In which the author discloses a pet peeve and lays out the minimum necessary understanding of set theory for query writing and relational database design.
While the concepts had antecedents in the form of thoughts and papers written by mathematical thinkers, the generally accepted origin of relational database theory is a paper written by a mathematician or engineer at IBM, E. F. Codd, and published in the Communications of the Association of Computing Machinery in June of 1970. Entitled “A Relational Model of Data for Large Shared Data Banks”. codd.pdf
The paper is written in mathematical language and not very accessible to a non-mathematician. Fortunately the concepts are laid out in simpler fashion in subsequent publications such as the one by Chris Date that I previously mentioned, and I imagine in hundreds of computer science textbooks by now.
In the olden days, I attended a relational database session in which LargeFinCo brought in an expert to give the development staff one day’s worth of relational database theory. He started out by explaining that it was called ‘relational database theory’ because the tables had relationships between them. I prepared to object, but another programmer beat me to it, and explained that is not the reason its called relational, and in fact the relation is a mathematical analogue to a table. Its a minor point, really a point of style, but perhaps something to whip out at some point during a heated debate over a relational database design, or to embarrass an instructor with only a superficial understanding of his course material—which we ought not do as that would be mean.
Codd was a mathematician, and a “relation” is a mathematical object with many attributes and applications.
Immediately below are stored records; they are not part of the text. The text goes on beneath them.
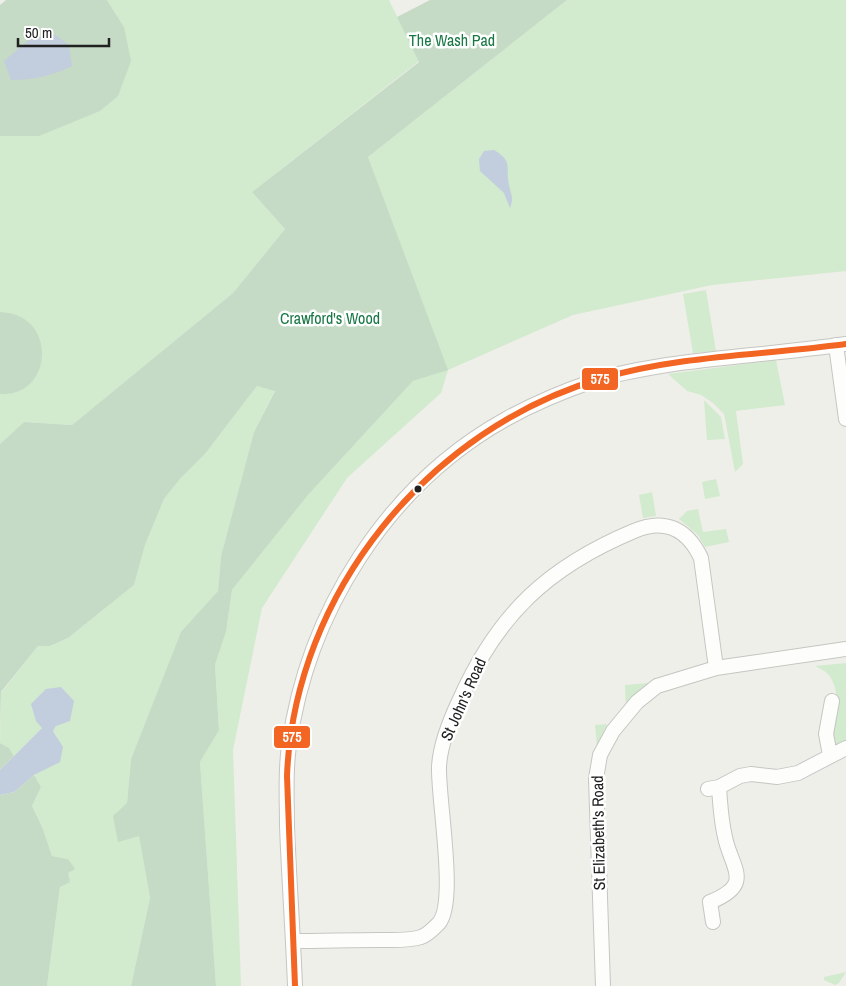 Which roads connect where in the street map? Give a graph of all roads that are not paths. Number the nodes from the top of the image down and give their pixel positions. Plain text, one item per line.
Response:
1 (841, 344) edge
2 (846, 420) edge
3 (846, 649) edge
4 (716, 668) junction
5 (832, 701) dead end
6 (846, 748) edge
7 (830, 755) junction
8 (713, 922) dead end
9 (293, 941) junction
10 (295, 986) edge
11 (603, 986) edge

1 - 2 street
1 - 9 street
3 - 4 street, St Elizabeth's Road
4 - 9 street, St John's Road
4 - 11 street, St Elizabeth's Road
5 - 7 street
6 - 7 street
7 - 8 street
9 - 10 street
For the purposes of our discussion, a relation can be thought of as a set of name-value pairs which can form the basis of something that can be represented as a table. A precise mathematical description of a database table can be expressed as “a set of n-tuples”, but we will get to that later.
The foundational building block of relational database theory is the mathematical concept of the set. While I proudly display the book Naive Set Theory by Halmos in my library, one need not go to such extremes. I do commend you to some fuller explanations of set theory available on the interweb and found by your favorite search engine. There are a few things you must memorize and understand at an intuitive level to work with relational databases—I believe that a full enough explanation would run less than 10 pages. Most of these things people learn by working with this stuff, but I believe a more formal grounding brings out some nuance that one might not pick up on the job.
Here are the concepts that I believe are fundamental to relational database theory, and extremely general in application to many aspects of computer technology:
Definition of a set: Mathematically a set may be any arbitrary collection of designated objects. For instance the set of integers greater than 3, or the letters in the english alphabet. When I talk about sets here, I will always be referring to sets of identical mathematical objects. This will be explained as we go through it.
Union of sets: The set of elements contained in two sets with duplicates eliminated. For instance the union of {a,b,c,d} and {d,e,f} will be {a,b,c,d,e,f}. The letter d is in both sets but only included once in the resulting set. Note that set operations are “closed on sets’, that is sets are input to the operation and the output is a set.
Intersection of sets: The set of elements both sets have in common. For instance the union of {a,b,c,d} and {d,e,f} will be {d}.
Subtraction of sets. The removal from one set the elements of the set that exist in another set. For instance subtraction of {d,e,f} from {a,b,c,d} will be {a,b,c}. This can also be expressed as identifying the intersection of two sets and removing the intersection from the target set.
Multiplication of sets: “Cartesian product”. Create a set containing all possible combination of the elements in two sets. For example, the multiplication of {1,2,3} and {a,b} results in {1a, 1b, 2a, 2b,3a,3b}. Multiplication of large sets yields very large results.
Partition of a set: Identifying subsets of a set such that a union of the subsets yields the entire set, and an intersection of the subsets yields an empty set. One common partitioning scheme is the partitioning of the continental United States into individual states and the District of Columbia which is a federal animal and not a state, strictly speaking.
These concepts and set operations are ubiquitous in SQL query writing and relational database design.